The Court reiterates in this connection its finding from the Vilho Eskelinen and Others judgment (cited above) that two conditions must be fulfilled in order for the respondent State to be able to rely before the Court on an applicant’s status as civil servant in excluding him or her from the protection embodied in Article 6. Firstly, the State in its national law must have expressly excluded access to a court for the post or category of staff in question. Secondly, the exclusion must be justified on objective grounds in the State’s interest (ibid., § 62).

Since the adoption of the above-judgment the Court has found Article 6 to apply to disciplinary proceedings against judges (see G. v. Finland, no. 33173/05, §§ 31-35, 27 January 2009; and Olujić v. Croatia, no. 22330/05, §§ 34 and 44, 5 February 2009), police officers (see Vanjak v. Croatia, no. 29889/04, §§ 30-33, 14 January 2010) and bailiff officers (see Bayer v. Germany, no. 8453/04, §§ 37-39, 16 July 2009); as well as expulsion proceedings of military students from military training schools (Çatak v. Turkey, no. 26718/05, § 13, 6 October 2009) and proceedings concerning compensation for military servicemen (see Lelas v. Croatia, no. 55555/08, §§ 42-44, 20 May 2010; Kuzmina v. Russia, no. 15242/04, §§ 14-18, 2 April 2009 and Kondrashov and Others v. Russia, nos. 2068/03, 2076/03, 5224/03, 5385/03, 5414/03 and 5656/03, §§ 14-17, 8 January 2009); non-enforcement proceedings on behalf of a public prosecutor (see Privalikhin v. Russia, no. 38029/05, § 24, 12 May 2010) and non-enforcement proceedings on behalf of a former military serviceman (see Bormotov v. Russia, no. 24435/04, §§ 11-15, 31 July 2008).

Turning to the present case, the Court notes that the Supreme Court re-examined the applicant’s claim on 1 July 2004 as regards the alleged unlawfulness of the presidential decree ordering his transfer. While it is true that his claim was ultimately rejected, the Supreme Court, by examining the merits of the application, determined the dispute over his right. Therefore, the applicant had access to a court to challenge the presidential decree ordering his transfer, as a result of which his pecuniary interests were affected.

The Court concludes that Article 6 is applicable to the domestic proceedings at issue. It therefore dismisses this objection.

2. As regards the alleged lack of impartiality of the Supreme Court

(a) The parties’ submissions

The Government submitted that, even though the Supreme Court reheard the applicant’s case following the remittal by the Constitutional Court, no signs of lack of impartiality had been manifested by the Joint Benches.
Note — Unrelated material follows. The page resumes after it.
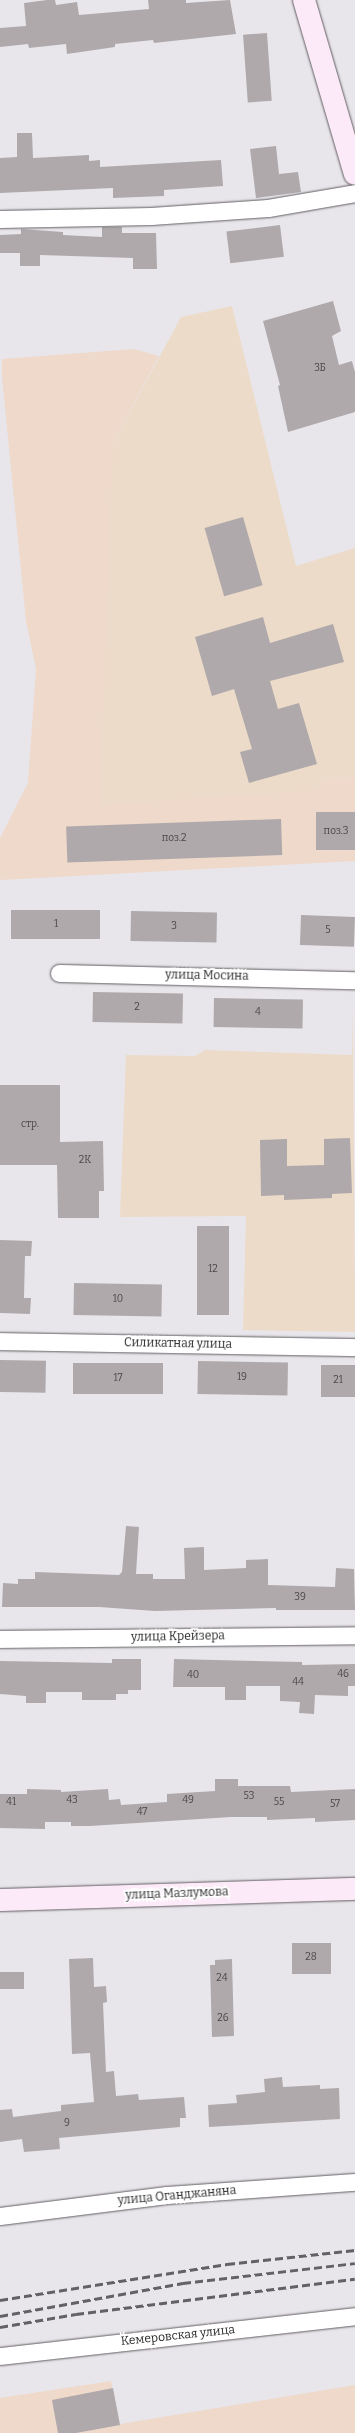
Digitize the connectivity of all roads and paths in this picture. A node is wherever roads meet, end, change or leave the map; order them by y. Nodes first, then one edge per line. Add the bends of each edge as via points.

Relying on an explanatory letter by the Supreme Court, the Government contended that the decision of 30 January 2003 had not decided the merits of the applicant’s case. The essence of the applicant’s complaint had been examined and decided by way of its decision of 1 July 2004.

As regards the lack of impartiality of the Supreme Court Joint Benches of 30 January 2003, the Government added that the applicant had not included such complaint in his constitutional appeal of 10 June 2003. Additionally, the Government contended that the applicant’s complaint about the lack of impartiality of the Supreme Court Joint Benches of 1 July 2004 had not been substantiated.

The applicant submitted that the publication in a law journal in November 2002 of a study by the then President of the Supreme Court on the judicial review of administrative acts, notably presidential decrees, had objectively prejudiced the merits of his case on 30 January 2003 (see Buscemi v. Italy, no. 29569/95, ECHR 1999-VI and Kyprianou v. Cyprus [GC], no. 73797/01, ECHR 2005-XIII). In order to defend the view that presidential decrees could not be subject to judicial review, the then President of the Supreme Court had decided to put the applicant’s case before the Joint Benches, thus calling into question the impartiality of the Supreme Court and its decision of 30 January 2003.

(b) The Court’s assessment

(i) The alleged lack of impartiality of the Supreme Court of 30 January 2003

The Court reiterates that the rule of exhaustion of domestic remedies referred to in Article 35 § 1 of the Convention obliges applicants to use the remedies that are normally available and sufficient in the domestic legal system to enable them to obtain redress for the breaches alleged. The existence of the remedies must be sufficiently certain, in practice as well as in theory, failing which they will lack the requisite accessibility and effectiveness; it falls to the respondent State to establish that these various conditions are satisfied (see, most recently, Demopoulos and Others v. Turkey (dec.), nos. 46113/99, 3843/02, 13751/02, 13466/03, 10200/04, 14163/04, 19993/04 and 21819/04, §§ 69-70, ECHR 2010-...).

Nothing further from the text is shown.